Published 12 Sep 2016 in cs.SE

Abstract: Context: Developers use bad code smells to guide code reorganization. Yet developers, text books, tools, and researchers disagree on which bad smells are important. Objective: To evaluate the likelihood that a code reorganization to address bad code smells will yield improvement in the defect-proneness of the code. Method: We introduce XTREE, a tool that analyzes a historical log of defects seen previously in the code and generates a set of useful code changes. Any bad smell that requires changes outside of that set can be deprioritized (since there is no historical evidence that the bad smell causes any problems).

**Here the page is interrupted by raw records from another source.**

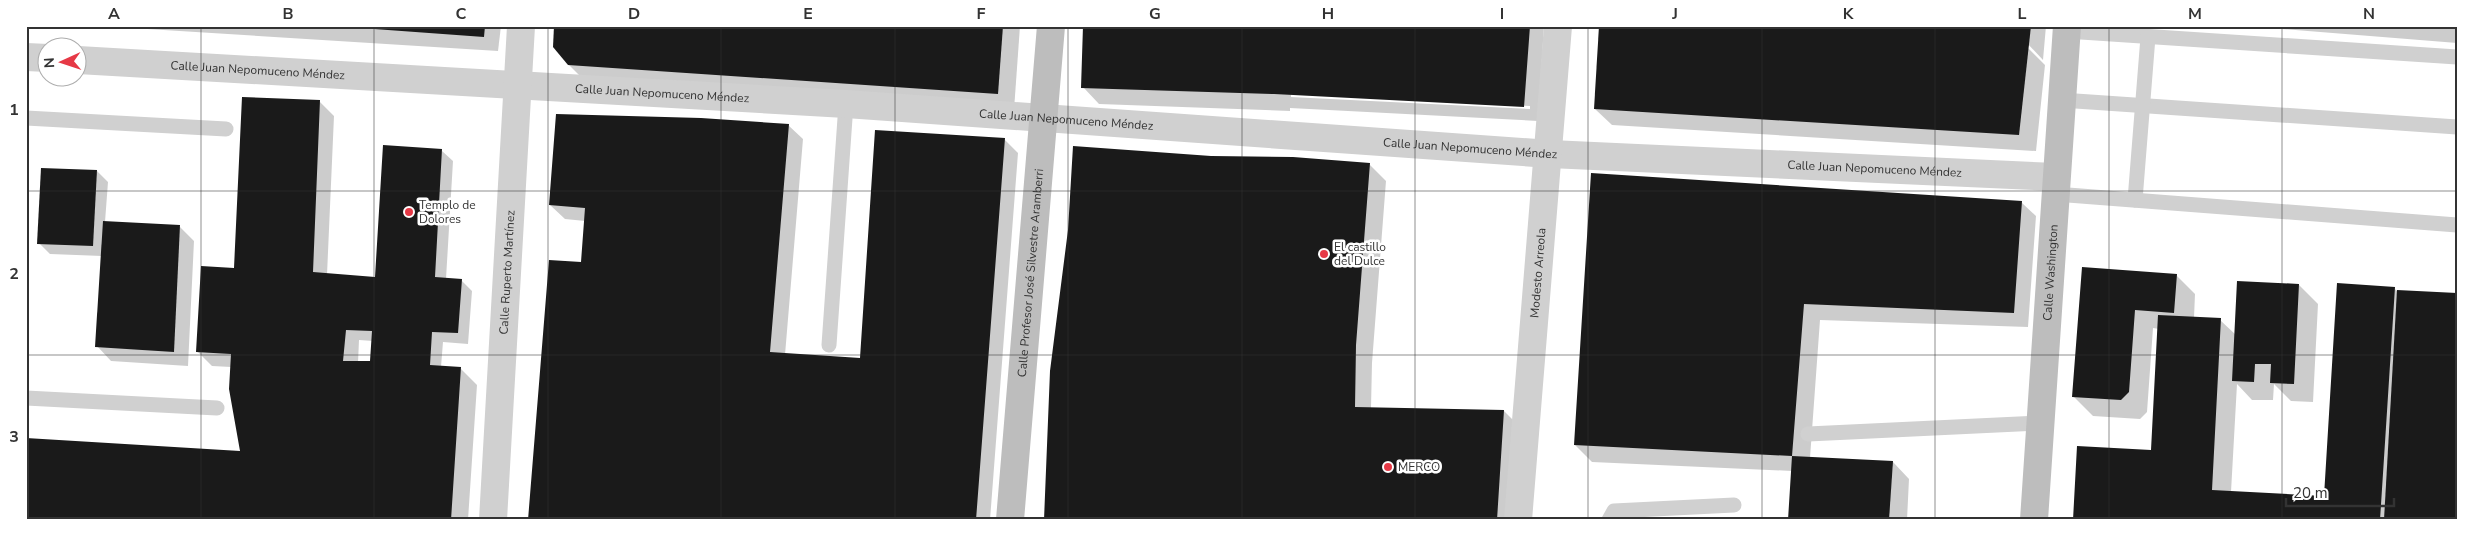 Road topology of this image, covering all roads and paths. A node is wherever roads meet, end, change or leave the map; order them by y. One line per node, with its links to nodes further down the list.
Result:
1 (521, 26): 8 (street, Calle Ruperto Martínez)
2 (1051, 26): 12 (main road, Calle Profesor José Silvestre Aramberri)
3 (1558, 26): 16 (street, Modesto Arreola)
4 (2067, 29): 5 (lane); 9 (main road, Calle Washington)
5 (2148, 37): 6 (lane); 11 (lane)
6 (2457, 57)
7 (88, 61): 8 (street, Calle Juan Nepomuceno Méndez)
8 (516, 87): 10 (street, Calle Juan Nepomuceno Méndez); 26 (street, Calle Ruperto Martínez)
9 (2061, 100): 11 (lane); 17 (main road, Calle Washington)
10 (846, 104): 12 (street, Calle Juan Nepomuceno Méndez); 20 (lane)
11 (2142, 106): 14 (lane); 18 (lane)
12 (1045, 117): 16 (street, Calle Juan Nepomuceno Méndez); 27 (main road, Calle Profesor José Silvestre Aramberri)
13 (26, 118): 15 (lane)
14 (2457, 128)
15 (226, 129)
16 (1550, 154): 17 (street, Calle Juan Nepomuceno Méndez); 28 (street, Modesto Arreola)
17 (2055, 185): 18 (lane); 23 (main road, Calle Washington)
18 (2135, 200): 19 (lane)
19 (2457, 225)
20 (829, 345)
21 (26, 398): 22 (lane)
22 (217, 408)
23 (2041, 423): 24 (lane); 30 (main road, Calle Washington)
24 (1808, 434)
25 (1734, 504): 29 (lane)
26 (494, 520)
27 (1010, 520)
28 (1518, 520)
29 (1609, 520)
30 (2034, 520)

Evaluation: We evaluate XTREE's recommendations for bad smell improvement against recommendations from previous work (Shatnawi, Alves, and Borges) using multiple data sets of code metrics and defect counts. Results: Code modules that are changed in response to XTREE's recommendations contain significantly fewer defects than recommendations from previous studies. Further, XTREE endorses changes to very few code metrics, and the bad smell recommendations (learned from previous studies) are not universal to all software projects. Conclusion: Before undertaking a code reorganization based on a bad smell report, use a tool like XTREE to check and ignore any such operations that are useless; i.e. ones which lack evidence in the historical record that it is useful to make that change. Note that this use case applies to both manual code reorganizations proposed by developers as well as those conducted by automatic methods. This recommendation assumes that there is an historical record. If none exists, then the results of this paper could be used as a guide.

Citations (22)

View on Semantic Scholar

Summary

The paper introduces XTREE as a primary change oracle that leverages historical defect data to identify minimal changes in code metrics.
XTREE employs iterative dichotomization and decision trees to discern targeted metric adjustments for reducing defect rates.
Evaluation across five Java datasets demonstrates that XTREE recommends fewer, more stable changes while effectively lowering defect proneness.

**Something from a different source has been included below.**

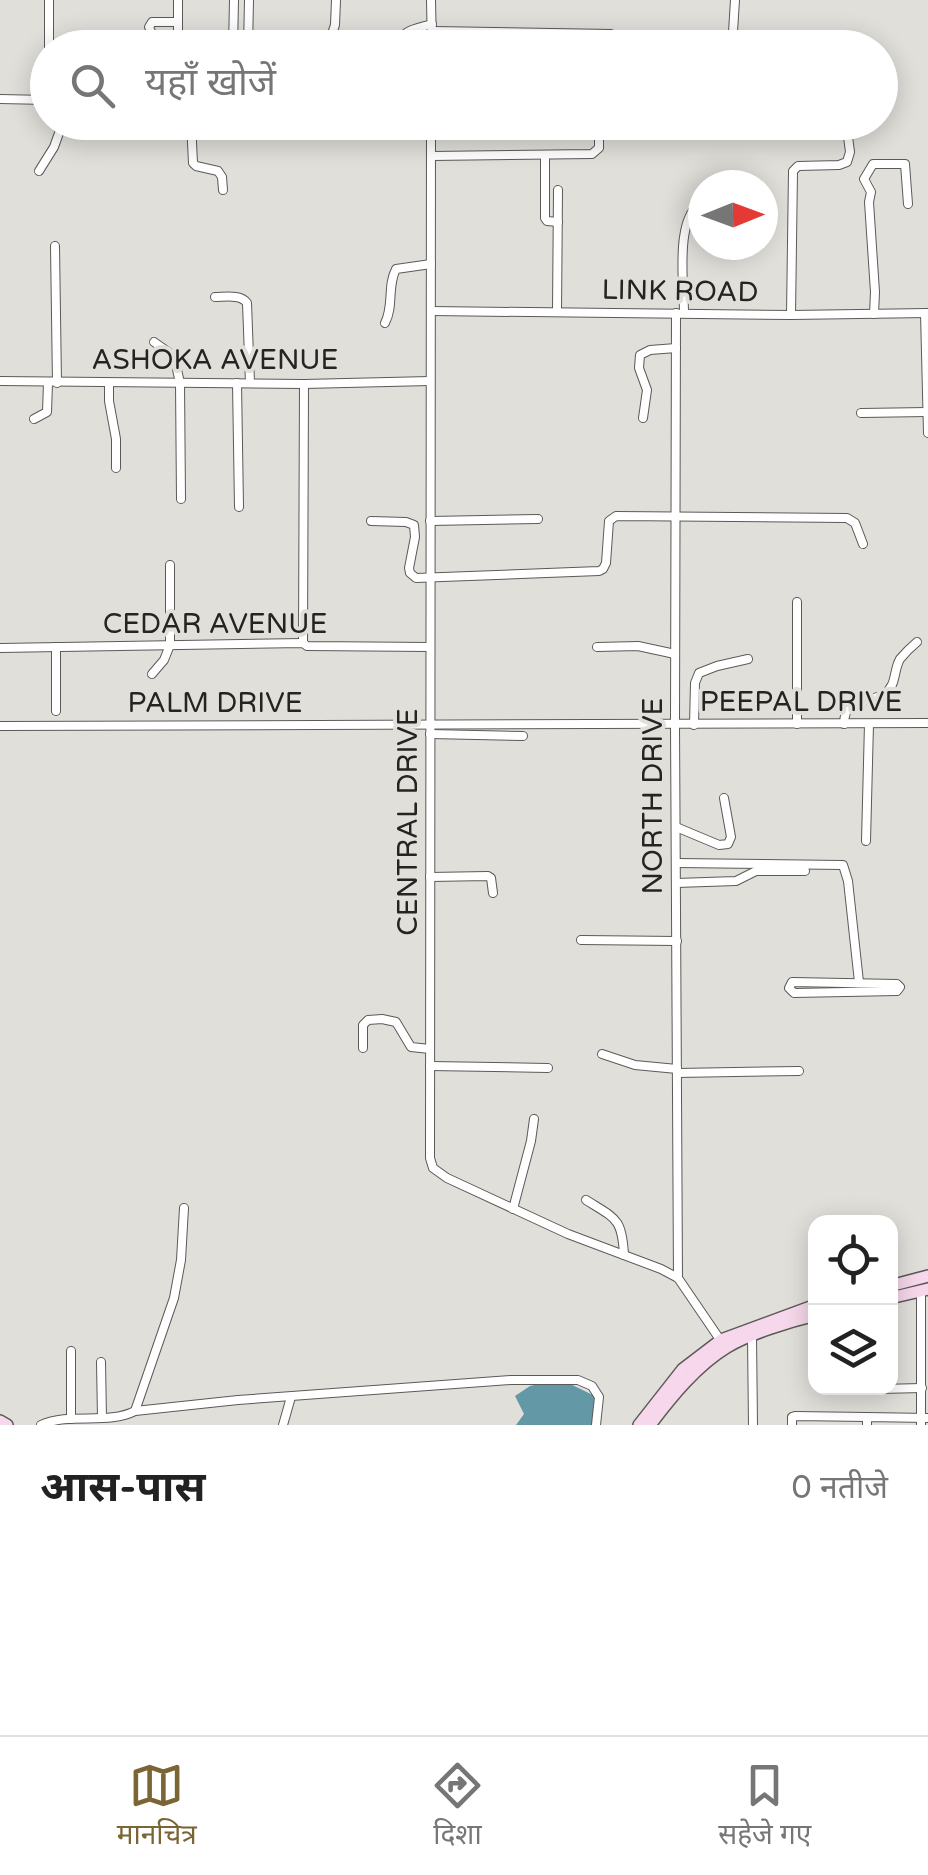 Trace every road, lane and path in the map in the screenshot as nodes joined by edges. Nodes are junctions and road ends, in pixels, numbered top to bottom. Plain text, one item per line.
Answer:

Developers often use the concept of "bad smells" – surface indications of deeper code problems like large classes or long methods – to guide code reorganization efforts. While tools and literature exist to identify these smells, there's significant disagreement on which bad smells are truly important and worth fixing. Furthermore, arbitrarily fixing all detected bad smells is costly and doesn't guarantee improvement in code quality, particularly defect proneness. This paper introduces XTREE (Less is More: Minimizing Code Reorganization using XTREE, 2016), a framework designed to address this challenge by using historical defect data to identify the minimal set of code metric changes that are likely to reduce defects, thereby helping developers prioritize or even ignore proposed code reorganizations that lack historical evidence of being effective.

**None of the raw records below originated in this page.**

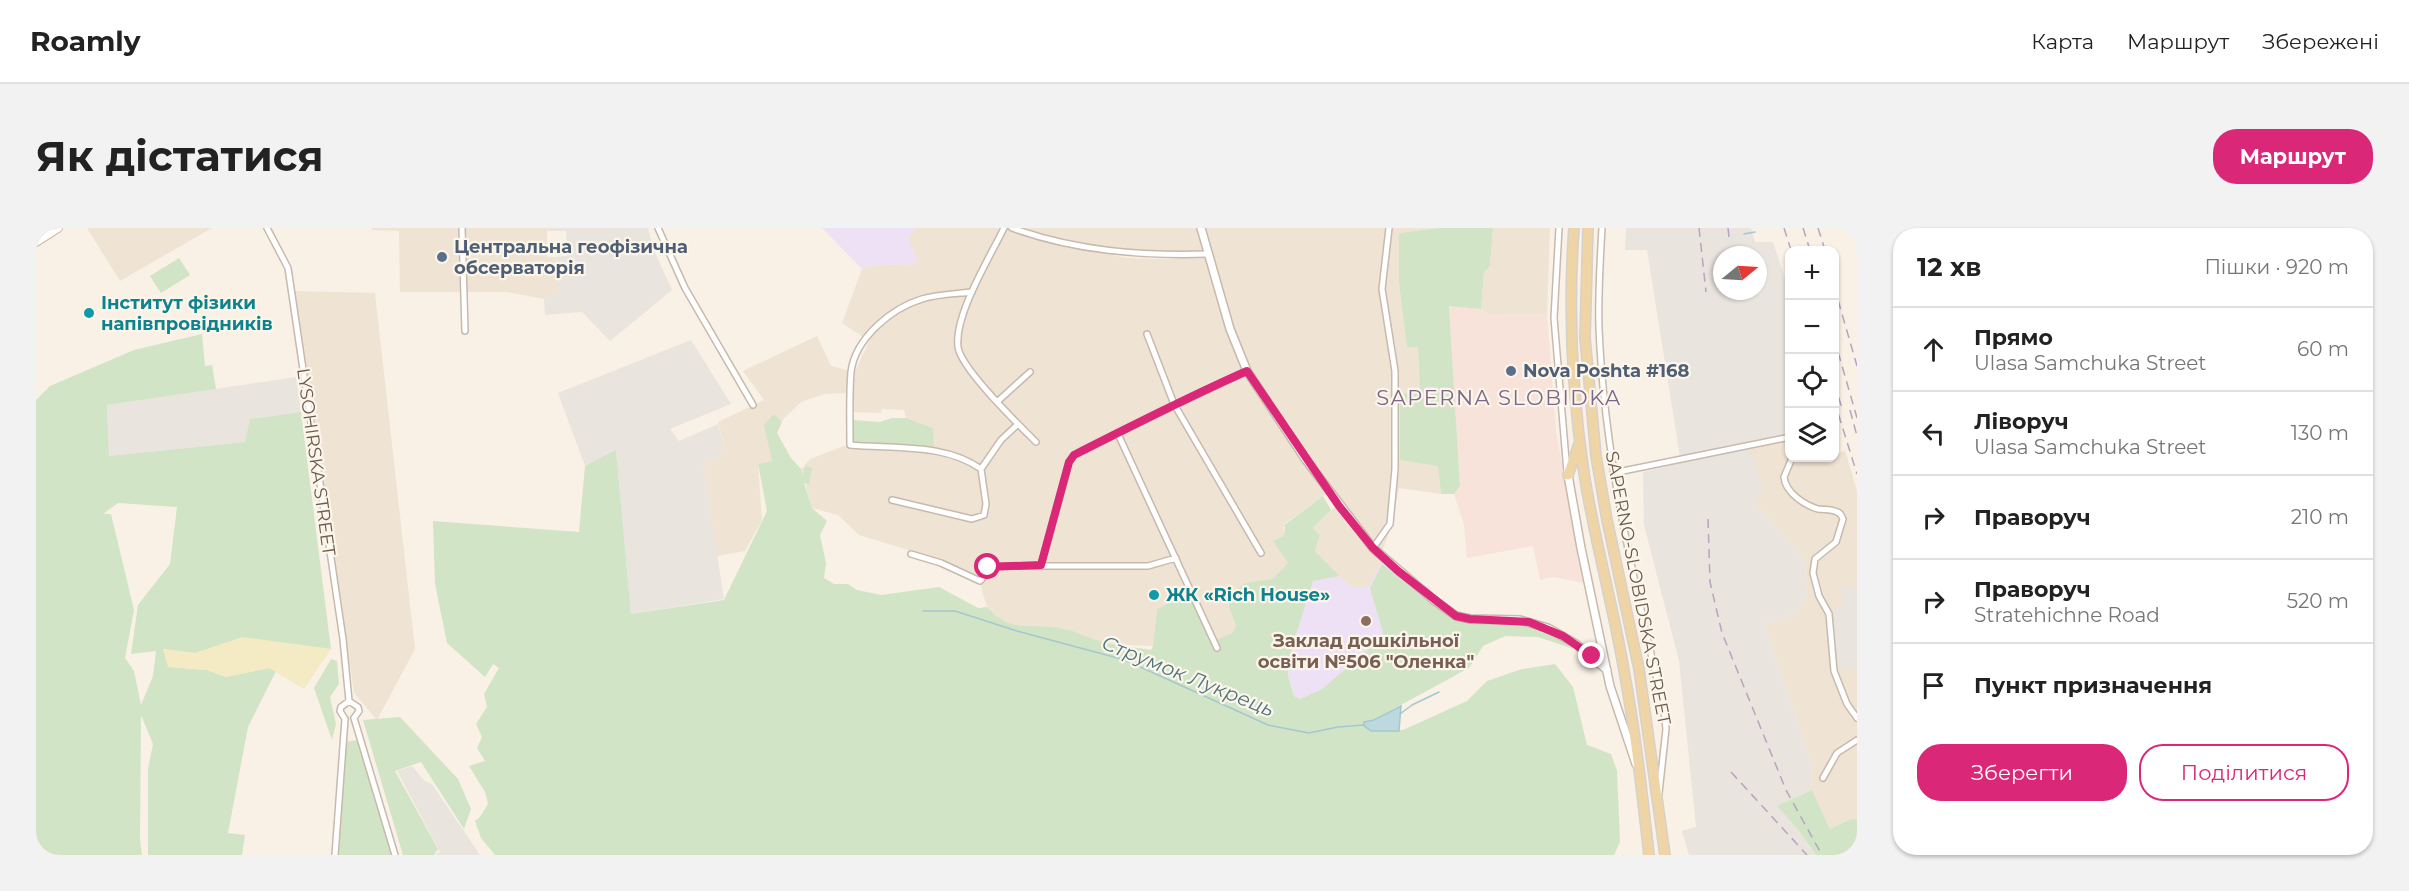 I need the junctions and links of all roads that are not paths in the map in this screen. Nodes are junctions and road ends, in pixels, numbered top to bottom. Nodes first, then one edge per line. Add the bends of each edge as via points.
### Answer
1 (58, 228) edge
2 (267, 228) edge
3 (462, 228) edge
4 (658, 228) edge
5 (1005, 228) edge
6 (1012, 228) edge
7 (1201, 228) edge
8 (1389, 228) edge
9 (1560, 228) edge
10 (1574, 228) edge
11 (1588, 228) edge
12 (1602, 228) edge
13 (36, 242) edge
14 (1208, 254) junction
15 (972, 292) junction
16 (465, 331) dead end
17 (1147, 334) dead end
18 (1247, 371) junction
19 (1030, 372) dead end
20 (998, 401) junction
21 (1174, 404) junction
22 (753, 405) dead end
23 (1018, 424) junction
24 (1118, 434) junction
25 (1785, 438) edge
26 (1580, 441) junction
27 (1036, 442) dead end
28 (1790, 462) edge
29 (981, 469) junction
30 (1613, 473) junction
31 (1568, 475) junction
32 (892, 500) dead end
33 (1373, 548) junction
34 (1261, 553) dead end
35 (911, 554) dead end
36 (1176, 558) junction
37 (1041, 565) junction
38 (1217, 648) dead end
39 (1607, 670) junction
40 (349, 701) junction
41 (345, 718) junction
42 (354, 718) junction
43 (1857, 718) edge
44 (360, 738) junction
45 (344, 739) junction
46 (1857, 740) edge
47 (1639, 772) junction
48 (1823, 778) dead end
49 (1658, 803) junction
50 (335, 855) edge
51 (395, 855) edge
52 (1649, 855) edge
53 (1667, 855) edge

1 - 13 main road
2 - 40 street, LYSOHIRSKA STREET via 288,268
3 - 16 street
4 - 22 street via 685,288
5 - 15 street
6 - 14 street via 1075,246 1127,254
7 - 14 street
8 - 33 street via 1382,289 1395,371 1394,489 1389,524
9 - 31 street, SAPERNO-SLOBIDSKA STREET via 1554,318
10 - 26 main road, SAPERNO-SLOBIDSKA STREET via 1570,309
11 - 49 main road, SAPERNO-SLOBIDSKA STREET via 1586,338 1596,456 1639,669
12 - 30 street, SAPERNO-SLOBIDSKA STREET via 1599,329
14 - 18 street
15 - 20 street via 958,333 960,354
15 - 29 street via 938,295 909,304 870,333 851,370 850,445 928,450 961,457
17 - 21 street
18 - 21 street
18 - 33 street via 1306,460
19 - 20 street
20 - 23 street
21 - 24 street
21 - 34 street
23 - 27 street
23 - 29 street
24 - 36 street
24 - 37 street via 1074,455 1069,462
25 - 30 street
26 - 31 main road
26 - 47 main road, SAPERNO-SLOBIDSKA STREET
28 - 43 street via 1784,477 1788,488 1805,503 1840,513 1843,519 1836,542 1815,560 1813,573 1818,596 1829,614 1834,671 1846,704
29 - 32 street via 986,504 984,515 977,519
30 - 49 street, SAPERNO-SLOBIDSKA STREET via 1664,710 1665,743
31 - 39 street, SAPERNO-SLOBIDSKA STREET
33 - 39 street via 1456,616 1520,620 1548,628
35 - 37 street via 980,580 988,567
36 - 37 street via 1148,566
36 - 38 street
39 - 47 street, SAPERNO-SLOBIDSKA STREET
40 - 41 street via 340,707
40 - 42 street via 358,707
41 - 42 street
41 - 45 street
42 - 44 street
44 - 45 street via 351,734
44 - 51 street
45 - 50 street
46 - 48 street via 1833,757
47 - 52 main road, SAPERNO-SLOBIDSKA STREET
49 - 53 main road, SAPERNO-SLOBIDSKA STREET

The core idea behind XTREE is to avoid the "conjunctive fallacy," the common heuristic that code quality improves by simply reducing all code metrics that exceed certain thresholds. This approach ignores the complex interdependencies between metrics, where decreasing one metric (like Lines of Code) might necessitate increasing another (like coupling) if functionality is moved elsewhere. XTREE aims to find conjunctions of changes, understanding that sometimes increasing certain metrics can be beneficial.

XTREE operates as a "primary change oracle" and works in conjunction with a "secondary verification oracle."

XTREE: The Primary Change Oracle

The XTREE algorithm analyzes historical data containing code metrics and defect counts for software modules (e.g., classes or files). Its goal is to find a minimal set of code metric changes ( $\Delta$ ) that can move a module from a "defective" state to a "less defective" state, based on past project history.

Discretization and Tree Building: XTREE uses an iterative dichotomization process to discretize the continuous code metrics into a small number of ranges. It then builds a decision tree where internal nodes represent metrics and branches represent their discretized ranges. This process effectively clusters code modules with similar metric values and defect counts. The metric chosen at each split maximizes the reduction in defect variance across the resulting ranges.
Identifying Change Deltas ( $\Delta$ ): For a given code module identified as potentially defective (by its placement in a leaf node $C_+$ with a high defect percentage), XTREE seeks a "better" neighboring leaf node $C_-$ in the decision tree. A "better" node is one accessible from a nearby branch in the tree (specifically, a sibling node reachable from an ancestor node within a few levels) that has a significantly lower defect rate (e.g., $\leq 50\%$ of the defect rate of $C_+$ ).
Computing the Minimal Change Set: The $\Delta$ (set of recommended changes) is derived from the differences in the metric ranges along the path from the defective node $C_+$ to the better sibling node $C_-$ . For discrete attributes, the delta is the desired value. For numeric attributes represented as ranges $\left( LOW, HIGH\right]$ , the delta is any value within that target range. This process identifies a minimal set of attributes (those on the branching path difference) that, if changed appropriately, could move the module towards a less defective cluster.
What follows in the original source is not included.